Ok i can see what you are saying, and this is definitely something to think about. But still, if Drizzle doesn't break the majority of the Pokemon that it directly affects, i can't see how it's the abilitiy's fault and not the Pokemon's. If 20 Pokemon relevant in OU had Speed Boost and only 5 of them were broken with it, would we ban Speed Bosst or the Pokemon?
Having a Pokemon banned from OU is a much greater negative than having Pokemon relatively unused in the tier due to lack of their Drizzle-buff. The versatility you say Drizzle promotes barely even exists, alex, because it is cancelled out by the loss in usage of huge numbers of other Pokemon. You think Fire types are the only ones adversely affected? Every other wallbreaker, nearly every wall in the game which can't abuse Drizzle is adversely affected, because Drizzle simply does it better.

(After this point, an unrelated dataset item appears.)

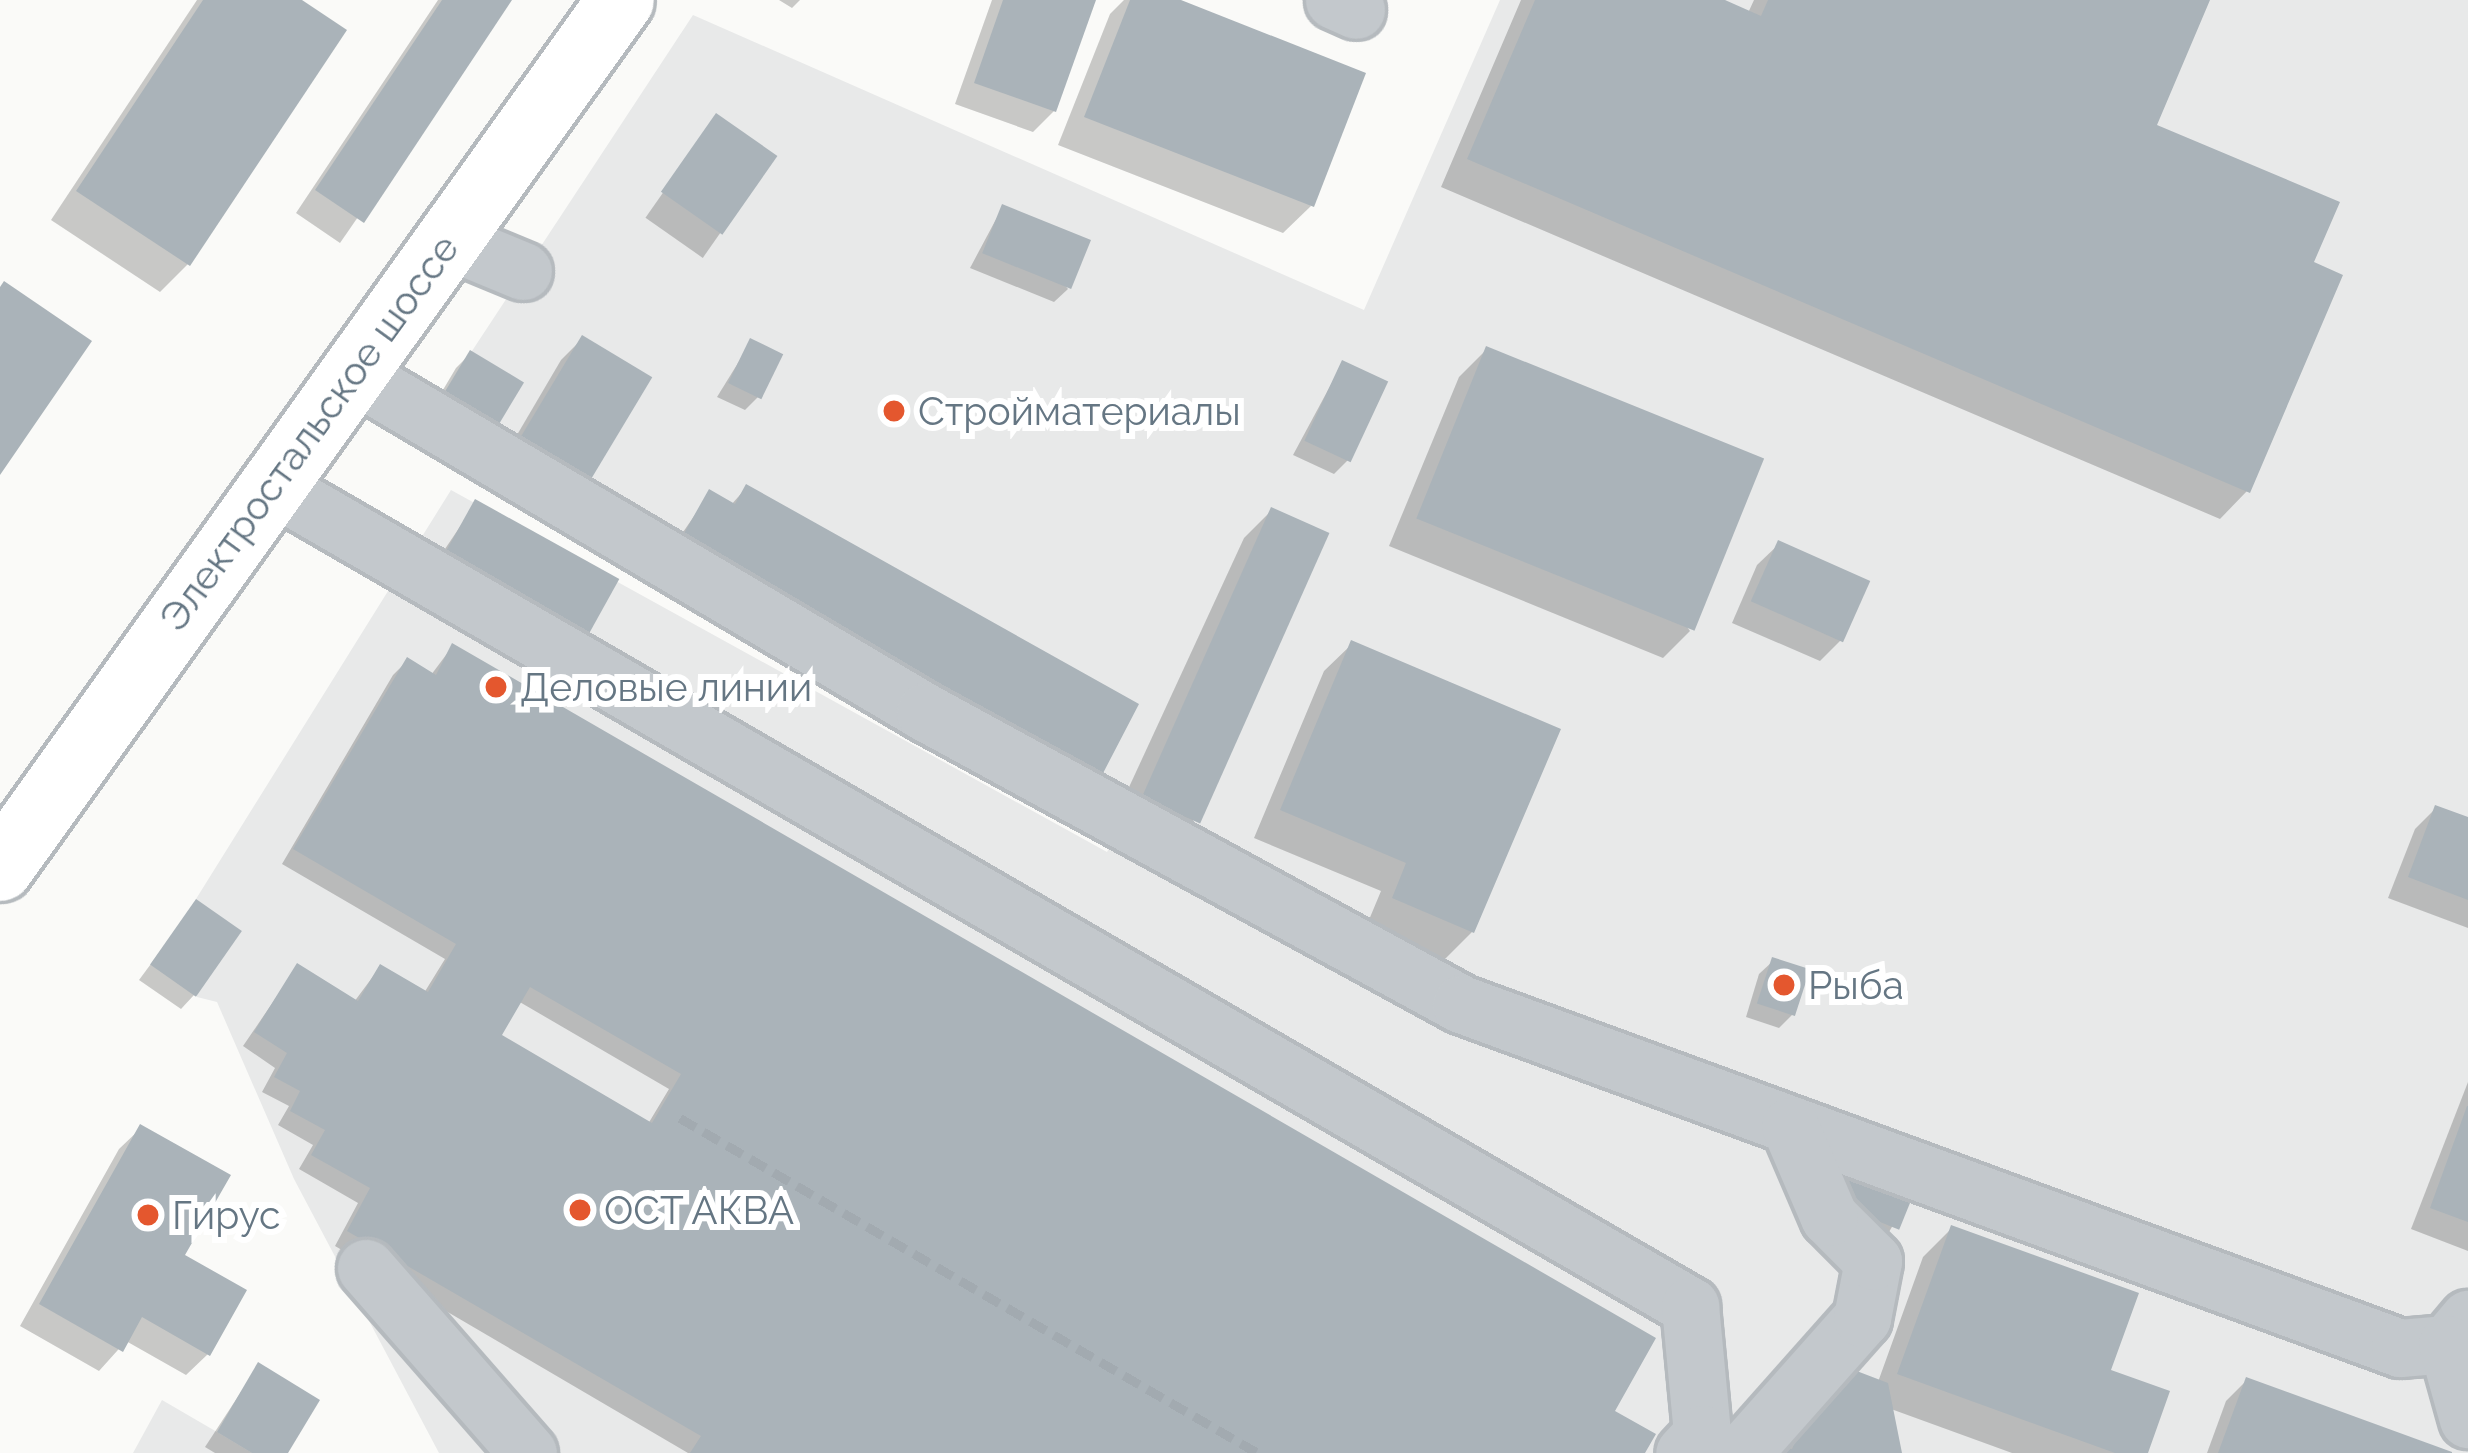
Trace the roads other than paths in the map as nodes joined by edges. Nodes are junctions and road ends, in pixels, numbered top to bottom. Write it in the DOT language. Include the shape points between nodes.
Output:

Gibbs ninja'd me but he has it exactly right. All of our recent bans have been closely linked to Drizzle. Drizzle is the problem, we can see that purely by looking at the magnitude of its effects, as well as the number of pokemon it's pushing into Ubers and the stupid centralisation that has taken place because of it. Continuing to ban individual Pokemon, all in the name of the versatility that there's no real evidence Drizzle promotes, doesn't make sense.
It doesn't matter how many Pokemon are affected, what matters is how many Pokemon are viable in OU. While some Pokemon lost their OU status partially due to Drizzle, those Pokemon got replace by other Pokemon, so in the end nothing changed in terms of numbers. In order to see if diversity was increased or not in 5th gen, you need to see the usage statistics (to see how centralized OU is) as well as the number of OU viable Pokemon. And both of those things imply bigger diversity in 5th gen than in 4th gen, disproving the mindset that Drizzle limits diversity.
On the other hand, there is no evidence to support that Drizzle limits diversity in OU making claims such as this ''The versatility you say Drizzle promotes barely even exists, alex, because it is cancelled out by the loss in usage of huge numbers of other Pokemon'' baseles and most probably false. This huge loss of Pokemon that you speak of does not exist, and is something made up to blame Drizzle for the metagame that we have and some people don't like.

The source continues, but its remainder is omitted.